Questo è il modello che vedi ripetersi ancora e ancora. Troppo lasco, viene abusato. Troppo rigido, la gente lo evita.
La privacy si trova proprio al centro di questo. La maggior parte degli utenti non vuole condividere tutto su di sé solo per accedere a un servizio. E non dovrebbero doverlo fare. Se qualcuno ha bisogno di dimostrare solo una cosa, come idoneità o età, allora è tutto ciò che dovrebbero mostrare.
Ma i sistemi attuali non supportano davvero bene. Rivelano troppo o non funzionano correttamente. C'è pochissimo terreno comune.
Un altro problema è la mancanza di standard condivisi. Ognuno sta costruendo la propria versione di come le credenziali dovrebbero essere emesse e verificate. Formati diversi, metodi diversi, assunzioni diverse. Quindi anche quando i sistemi cercano di risolvere lo stesso problema, non possono comunicare tra loro.
È come costruire pezzi di un puzzle che non si incastrano.
E questo rallenta tutto. Perché invece di muoversi verso un sistema connesso, continuiamo a creare nuovi silos. Magari leggermente migliori, ma comunque isolati.
L'idea di un'infrastruttura globale è destinata a risolvere questo. Non forzando tutto in un unico sistema, ma creando uno strato in cui diversi sistemi possono comprendersi a vicenda. Dove una credenziale emessa in un luogo può essere verificata altrove senza sforzo aggiuntivo.
Non richiede tecnologia appariscente. Richiede coerenza. Accordi su come le cose dovrebbero funzionare. Regole condivise che tutti seguono.
Ma la coerenza non è entusiasmante. Non attira attenzione. Quindi spesso viene ignorata.
Ciò di cui le persone hanno realmente bisogno è qualcosa di semplice. Qualcosa che funziona in background senza input costante. Verifichi qualcosa una volta, e rimane con te.

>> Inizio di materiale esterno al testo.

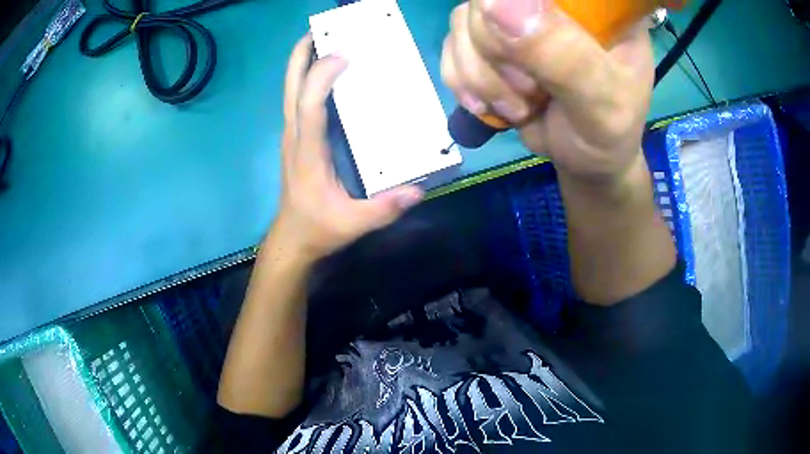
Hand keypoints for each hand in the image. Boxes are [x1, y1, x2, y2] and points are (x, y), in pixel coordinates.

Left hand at [270, 35, 422, 262]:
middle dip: (301, 55)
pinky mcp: (296, 138)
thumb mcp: (354, 224)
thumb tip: (418, 190)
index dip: (321, 78)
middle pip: (291, 88)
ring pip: (290, 91)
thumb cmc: (319, 228)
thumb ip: (384, 209)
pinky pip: (298, 100)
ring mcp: (293, 136)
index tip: (344, 56)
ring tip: (322, 40)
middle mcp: (295, 137)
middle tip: (320, 30)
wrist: (293, 238)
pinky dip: (306, 78)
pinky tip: (324, 71)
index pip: (308, 107)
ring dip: (302, 62)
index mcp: (308, 153)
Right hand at [441, 0, 653, 181]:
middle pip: (490, 0)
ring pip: (464, 21)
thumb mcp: (599, 101)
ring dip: (479, 74)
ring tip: (518, 107)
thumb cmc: (606, 133)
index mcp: (595, 4)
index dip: (517, 9)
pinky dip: (463, 81)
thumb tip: (493, 1)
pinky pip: (452, 44)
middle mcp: (553, 1)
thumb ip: (562, 55)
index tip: (525, 55)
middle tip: (530, 93)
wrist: (584, 158)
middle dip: (497, 54)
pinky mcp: (491, 38)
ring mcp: (518, 16)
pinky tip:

Lo usi quando necessario, senza ripetere il processo.
Dovrebbe sembrare naturale. Non come un compito.
E lo stesso vale per i sistemi di token. Se sono costruiti su una solida verifica, possono essere davvero equi. Le ricompense possono andare a veri utenti. La partecipazione può significare qualcosa. Ma senza quella base, tutto sembra instabile.
In questo momento, siamo in quella fase instabile. Le idee ci sono. Gli strumenti ci sono. Ma l'esecuzione è irregolare.
Alcune parti funzionano bene. Altre no. E quando le metti insieme, le lacune diventano evidenti.
Non è un fallimento. È solo incompleto.
Ma se le cose continuano a andare nella stessa direzione, con tutti che costruiscono sistemi separati e inseguono l'attenzione invece di risolvere le basi, rimarrà incompleto a lungo.
A un certo punto, l'attenzione deve spostarsi. Meno rumore. Meno pubblicità. Più impegno nel far sì che le cose si connettano e funzionino in situazioni reali.
Perché alla fine, alle persone non importa della tecnologia sottostante. Gli importa se rende la loro vita più facile.
In questo momento, non lo fa.
E finché non lo farà, tutto questo continuerà a sembrare qualcosa che quasi funziona, ma non ci arriva mai del tutto.